[[ DATASET RECORDS, beginning ]]

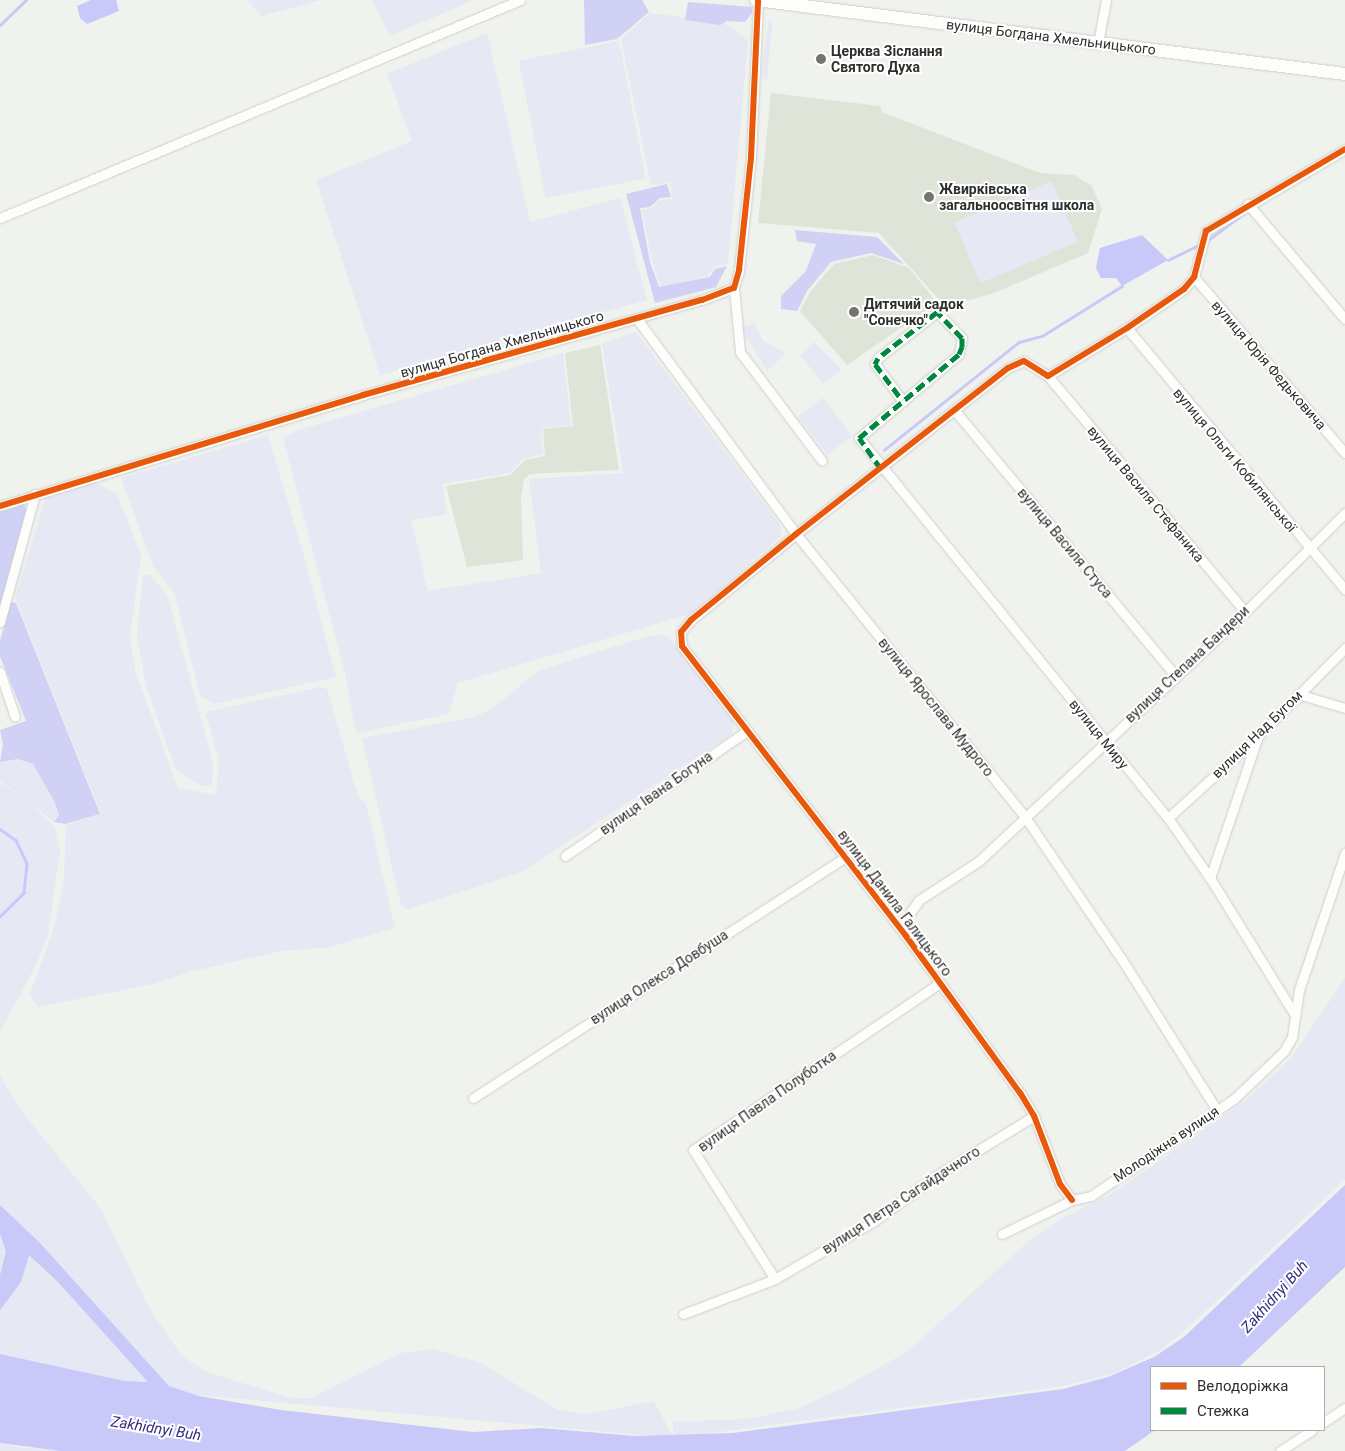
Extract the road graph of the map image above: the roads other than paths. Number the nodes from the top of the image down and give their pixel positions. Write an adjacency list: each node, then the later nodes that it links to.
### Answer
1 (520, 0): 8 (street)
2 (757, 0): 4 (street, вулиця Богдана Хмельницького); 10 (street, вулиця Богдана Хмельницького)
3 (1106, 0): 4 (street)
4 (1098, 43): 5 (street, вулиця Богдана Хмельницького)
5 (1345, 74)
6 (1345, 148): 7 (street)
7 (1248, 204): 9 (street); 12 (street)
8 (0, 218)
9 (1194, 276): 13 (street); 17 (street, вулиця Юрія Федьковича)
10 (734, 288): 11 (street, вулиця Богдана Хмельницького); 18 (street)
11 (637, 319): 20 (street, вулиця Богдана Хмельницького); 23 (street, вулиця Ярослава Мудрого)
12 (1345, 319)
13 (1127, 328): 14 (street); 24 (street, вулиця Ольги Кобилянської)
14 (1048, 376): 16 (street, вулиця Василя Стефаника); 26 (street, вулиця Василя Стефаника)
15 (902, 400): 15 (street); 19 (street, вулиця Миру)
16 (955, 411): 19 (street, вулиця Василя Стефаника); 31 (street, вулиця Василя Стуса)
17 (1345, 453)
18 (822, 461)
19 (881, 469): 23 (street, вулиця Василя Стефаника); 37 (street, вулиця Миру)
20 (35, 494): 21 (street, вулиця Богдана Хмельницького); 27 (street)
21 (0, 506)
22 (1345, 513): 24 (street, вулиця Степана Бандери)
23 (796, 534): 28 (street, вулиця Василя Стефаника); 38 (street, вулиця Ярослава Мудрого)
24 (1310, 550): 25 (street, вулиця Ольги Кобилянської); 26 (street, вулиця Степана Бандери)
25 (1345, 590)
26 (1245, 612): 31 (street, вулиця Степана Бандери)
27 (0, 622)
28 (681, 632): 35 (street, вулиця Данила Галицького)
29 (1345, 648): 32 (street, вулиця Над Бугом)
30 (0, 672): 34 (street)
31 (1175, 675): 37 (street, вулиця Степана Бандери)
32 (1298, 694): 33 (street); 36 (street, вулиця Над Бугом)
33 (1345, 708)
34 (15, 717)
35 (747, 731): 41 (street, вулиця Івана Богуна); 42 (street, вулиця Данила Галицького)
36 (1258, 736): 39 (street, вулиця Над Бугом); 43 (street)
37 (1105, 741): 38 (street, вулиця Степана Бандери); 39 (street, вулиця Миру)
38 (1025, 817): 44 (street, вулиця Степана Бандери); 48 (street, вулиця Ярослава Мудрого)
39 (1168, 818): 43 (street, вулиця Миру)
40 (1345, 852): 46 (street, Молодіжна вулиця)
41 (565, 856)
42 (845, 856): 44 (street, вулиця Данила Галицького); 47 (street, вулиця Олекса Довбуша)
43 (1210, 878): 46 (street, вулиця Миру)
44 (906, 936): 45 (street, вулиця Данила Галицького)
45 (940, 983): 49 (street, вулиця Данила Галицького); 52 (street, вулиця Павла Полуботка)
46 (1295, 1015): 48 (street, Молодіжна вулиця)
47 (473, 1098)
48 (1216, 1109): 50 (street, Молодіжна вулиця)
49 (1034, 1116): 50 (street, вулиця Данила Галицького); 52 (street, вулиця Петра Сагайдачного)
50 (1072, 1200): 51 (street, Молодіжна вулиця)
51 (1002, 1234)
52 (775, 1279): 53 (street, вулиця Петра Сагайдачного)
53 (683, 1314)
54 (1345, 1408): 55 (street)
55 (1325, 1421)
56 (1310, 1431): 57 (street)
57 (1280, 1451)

[[ DATASET RECORDS, end ]]
[[ DATASET RECORDS, beginning ]]

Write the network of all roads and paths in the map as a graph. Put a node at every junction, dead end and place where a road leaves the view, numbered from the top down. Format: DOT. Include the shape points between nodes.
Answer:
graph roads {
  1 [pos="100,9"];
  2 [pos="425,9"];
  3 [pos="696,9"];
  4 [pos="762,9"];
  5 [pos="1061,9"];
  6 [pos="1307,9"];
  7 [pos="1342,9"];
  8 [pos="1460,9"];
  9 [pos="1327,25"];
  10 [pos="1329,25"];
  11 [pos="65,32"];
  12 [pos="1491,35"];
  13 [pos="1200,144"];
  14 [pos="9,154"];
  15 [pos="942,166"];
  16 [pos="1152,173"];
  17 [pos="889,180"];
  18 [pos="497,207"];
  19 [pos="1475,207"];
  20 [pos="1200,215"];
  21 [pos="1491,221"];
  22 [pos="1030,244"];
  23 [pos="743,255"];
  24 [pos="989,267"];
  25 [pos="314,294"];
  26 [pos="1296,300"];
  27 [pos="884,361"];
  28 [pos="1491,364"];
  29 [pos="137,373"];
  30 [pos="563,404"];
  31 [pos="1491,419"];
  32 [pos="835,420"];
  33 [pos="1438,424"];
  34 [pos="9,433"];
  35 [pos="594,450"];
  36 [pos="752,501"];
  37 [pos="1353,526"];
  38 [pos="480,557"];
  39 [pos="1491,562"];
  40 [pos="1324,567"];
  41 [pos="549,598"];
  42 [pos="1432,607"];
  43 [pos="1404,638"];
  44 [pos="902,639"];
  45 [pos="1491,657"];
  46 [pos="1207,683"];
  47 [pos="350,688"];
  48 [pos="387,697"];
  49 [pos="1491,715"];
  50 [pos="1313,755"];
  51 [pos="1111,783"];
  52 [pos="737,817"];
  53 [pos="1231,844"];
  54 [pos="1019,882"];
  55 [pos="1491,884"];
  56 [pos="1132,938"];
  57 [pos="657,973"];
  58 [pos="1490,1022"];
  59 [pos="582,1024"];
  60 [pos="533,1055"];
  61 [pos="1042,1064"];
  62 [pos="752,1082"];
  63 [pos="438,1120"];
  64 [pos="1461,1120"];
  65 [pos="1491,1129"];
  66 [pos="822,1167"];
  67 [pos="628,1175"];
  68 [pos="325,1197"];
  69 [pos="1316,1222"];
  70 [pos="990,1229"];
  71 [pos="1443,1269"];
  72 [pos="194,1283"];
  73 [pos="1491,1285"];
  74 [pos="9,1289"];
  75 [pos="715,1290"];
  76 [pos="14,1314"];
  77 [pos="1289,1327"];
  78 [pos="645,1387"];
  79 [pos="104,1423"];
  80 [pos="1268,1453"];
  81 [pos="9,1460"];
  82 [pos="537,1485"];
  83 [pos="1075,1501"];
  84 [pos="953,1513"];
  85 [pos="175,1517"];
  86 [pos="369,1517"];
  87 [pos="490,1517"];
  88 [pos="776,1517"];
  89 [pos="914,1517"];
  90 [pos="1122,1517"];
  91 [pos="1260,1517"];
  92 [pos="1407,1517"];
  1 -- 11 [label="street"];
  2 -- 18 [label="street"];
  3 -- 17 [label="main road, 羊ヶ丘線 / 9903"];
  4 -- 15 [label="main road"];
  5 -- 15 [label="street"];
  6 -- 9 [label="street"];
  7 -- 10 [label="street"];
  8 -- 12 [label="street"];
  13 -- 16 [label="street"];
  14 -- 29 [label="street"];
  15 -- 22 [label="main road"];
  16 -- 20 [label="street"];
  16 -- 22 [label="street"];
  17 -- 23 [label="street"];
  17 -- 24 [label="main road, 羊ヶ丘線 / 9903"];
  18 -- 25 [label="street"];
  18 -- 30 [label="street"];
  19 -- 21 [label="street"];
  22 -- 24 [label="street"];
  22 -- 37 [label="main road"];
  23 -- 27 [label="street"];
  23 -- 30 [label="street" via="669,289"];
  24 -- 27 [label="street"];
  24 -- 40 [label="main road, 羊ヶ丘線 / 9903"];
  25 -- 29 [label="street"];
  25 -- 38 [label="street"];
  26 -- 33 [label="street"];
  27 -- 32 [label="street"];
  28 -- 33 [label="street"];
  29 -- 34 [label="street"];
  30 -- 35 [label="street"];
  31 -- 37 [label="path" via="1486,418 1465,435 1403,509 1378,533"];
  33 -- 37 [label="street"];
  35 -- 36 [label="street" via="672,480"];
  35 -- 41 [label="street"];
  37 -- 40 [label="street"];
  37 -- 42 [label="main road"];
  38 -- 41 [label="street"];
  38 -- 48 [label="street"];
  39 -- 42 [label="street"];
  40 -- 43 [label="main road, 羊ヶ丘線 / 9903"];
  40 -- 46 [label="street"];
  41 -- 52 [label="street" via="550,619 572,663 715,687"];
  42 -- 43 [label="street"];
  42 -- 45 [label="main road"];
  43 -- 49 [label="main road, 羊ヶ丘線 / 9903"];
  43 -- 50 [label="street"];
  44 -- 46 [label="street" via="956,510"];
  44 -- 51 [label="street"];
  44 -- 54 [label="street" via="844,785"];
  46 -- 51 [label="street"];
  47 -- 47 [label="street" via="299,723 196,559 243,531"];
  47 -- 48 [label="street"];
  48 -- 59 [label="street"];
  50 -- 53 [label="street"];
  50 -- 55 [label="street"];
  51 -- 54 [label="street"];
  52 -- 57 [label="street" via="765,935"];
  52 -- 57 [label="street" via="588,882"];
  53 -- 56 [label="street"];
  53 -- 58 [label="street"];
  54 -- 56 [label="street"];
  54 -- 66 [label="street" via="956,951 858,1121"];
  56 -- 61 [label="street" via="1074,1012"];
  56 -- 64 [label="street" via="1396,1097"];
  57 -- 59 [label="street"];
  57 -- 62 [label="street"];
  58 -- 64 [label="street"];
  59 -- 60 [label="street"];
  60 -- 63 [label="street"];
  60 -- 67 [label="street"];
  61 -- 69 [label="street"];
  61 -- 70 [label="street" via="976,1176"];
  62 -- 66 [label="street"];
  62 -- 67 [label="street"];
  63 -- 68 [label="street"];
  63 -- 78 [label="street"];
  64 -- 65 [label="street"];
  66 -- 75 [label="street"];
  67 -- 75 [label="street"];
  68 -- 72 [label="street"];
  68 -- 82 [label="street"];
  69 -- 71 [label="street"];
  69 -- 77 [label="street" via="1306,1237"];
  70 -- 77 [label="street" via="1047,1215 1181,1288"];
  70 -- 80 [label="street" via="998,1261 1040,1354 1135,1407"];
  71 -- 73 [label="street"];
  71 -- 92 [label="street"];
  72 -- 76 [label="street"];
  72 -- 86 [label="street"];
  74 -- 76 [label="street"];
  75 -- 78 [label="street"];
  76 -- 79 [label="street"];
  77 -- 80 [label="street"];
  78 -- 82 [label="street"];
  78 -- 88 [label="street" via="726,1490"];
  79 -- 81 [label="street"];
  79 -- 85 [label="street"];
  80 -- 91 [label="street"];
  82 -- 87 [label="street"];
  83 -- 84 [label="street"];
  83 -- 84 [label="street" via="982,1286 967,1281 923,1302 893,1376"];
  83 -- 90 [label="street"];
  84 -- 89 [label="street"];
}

[[ DATASET RECORDS, end ]]

→ PROBLEM STATEMENT
Number of lines above with the word "Галицького": supply it alone.

→ RESPONSE TO THIS TASK
6